» WORK TO BE COMPLETED
All lines below containing the string "Birdwell" are to be copied.
::: DATASET RECORDS
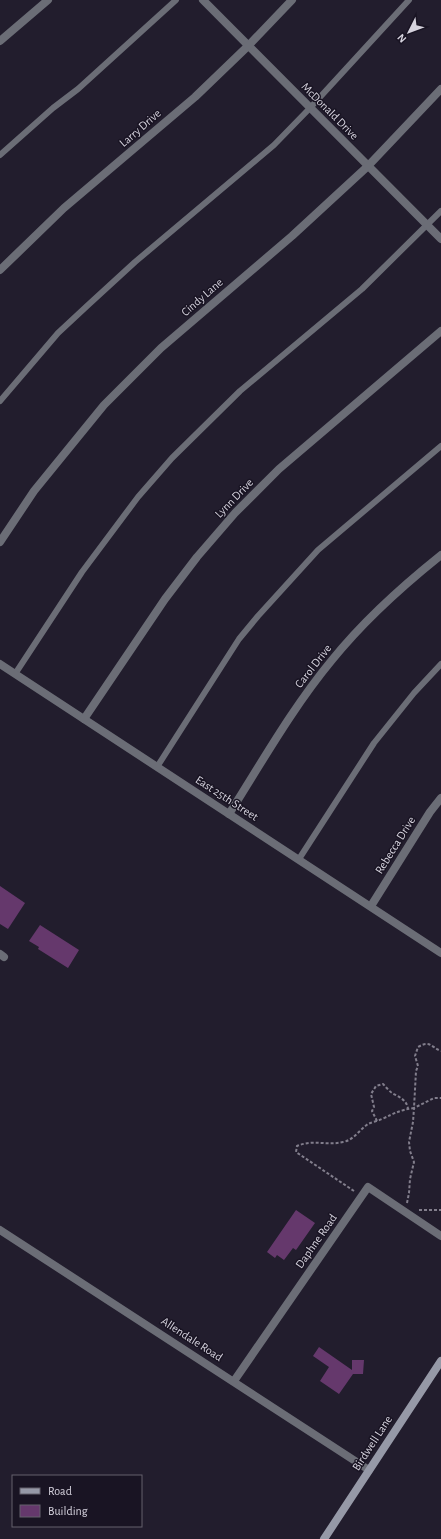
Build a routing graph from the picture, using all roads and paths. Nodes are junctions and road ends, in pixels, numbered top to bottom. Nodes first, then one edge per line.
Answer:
1 (48, 0) edge
2 (176, 0) edge
3 (203, 0) edge
4 (292, 0) edge
5 (409, 0) edge
6 (0, 40) edge
7 (248, 46) junction
8 (441, 88) edge
9 (310, 108) junction
10 (0, 155) edge
11 (368, 166) junction
12 (441, 211) edge
13 (427, 225) junction
14 (441, 239) edge
15 (0, 270) edge
16 (441, 331) edge
17 (0, 401) edge
18 (441, 446) edge
19 (0, 542) edge
20 (441, 555) edge
21 (0, 664) edge
22 (441, 664) edge
23 (15, 674) junction
24 (84, 719) junction
25 (157, 767) junction
26 (441, 798) edge
27 (229, 814) junction
28 (299, 859) junction
29 (371, 906) junction
30 (441, 952) edge
31 (441, 1051) edge
32 (441, 1098) edge
33 (414, 1108) junction
34 (408, 1109) junction
35 (377, 1121) junction
36 (361, 1196) junction
37 (441, 1210) edge
38 (407, 1214) junction
39 (0, 1230) edge
40 (441, 1236) edge
41 (441, 1361) edge
42 (234, 1381) junction
43 (369, 1470) junction
44 (324, 1539) edge

1 - 6 street
2 - 10 lane
3 - 7 street, McDonald Drive
4 - 7 street, Larry Drive
5 - 9 lane
7 - 9 street, McDonald Drive
7 - 15 street, Larry Drive
8 - 11 street, Cindy Lane
9 - 11 street, McDonald Drive
9 - 17 lane
11 - 13 street, McDonald Drive
11 - 19 street, Cindy Lane
12 - 13 lane
13 - 14 street, McDonald Drive
13 - 23 lane
16 - 24 street, Lynn Drive
18 - 25 lane
20 - 27 street, Carol Drive
21 - 23 street, East 25th Street
22 - 28 lane
23 - 24 street, East 25th Street
24 - 25 street, East 25th Street
25 - 27 street, East 25th Street
26 - 29 street, Rebecca Drive
27 - 28 street, East 25th Street
28 - 29 street, East 25th Street
29 - 30 street, East 25th Street
31 - 33 path
32 - 33 path
33 - 34 path
33 - 38 path
34 - 35 path
34 - 35 path
35 - 36 path
36 - 38 street
36 - 42 street, Daphne Road
37 - 38 path
38 - 40 street
39 - 42 street, Allendale Road
41 - 43 street, Birdwell Lane
42 - 43 street, Allendale Road
43 - 44 street, Birdwell Lane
::::::
» EXPECTED ANSWER
41 - 43 street, Birdwell Lane
43 - 44 street, Birdwell Lane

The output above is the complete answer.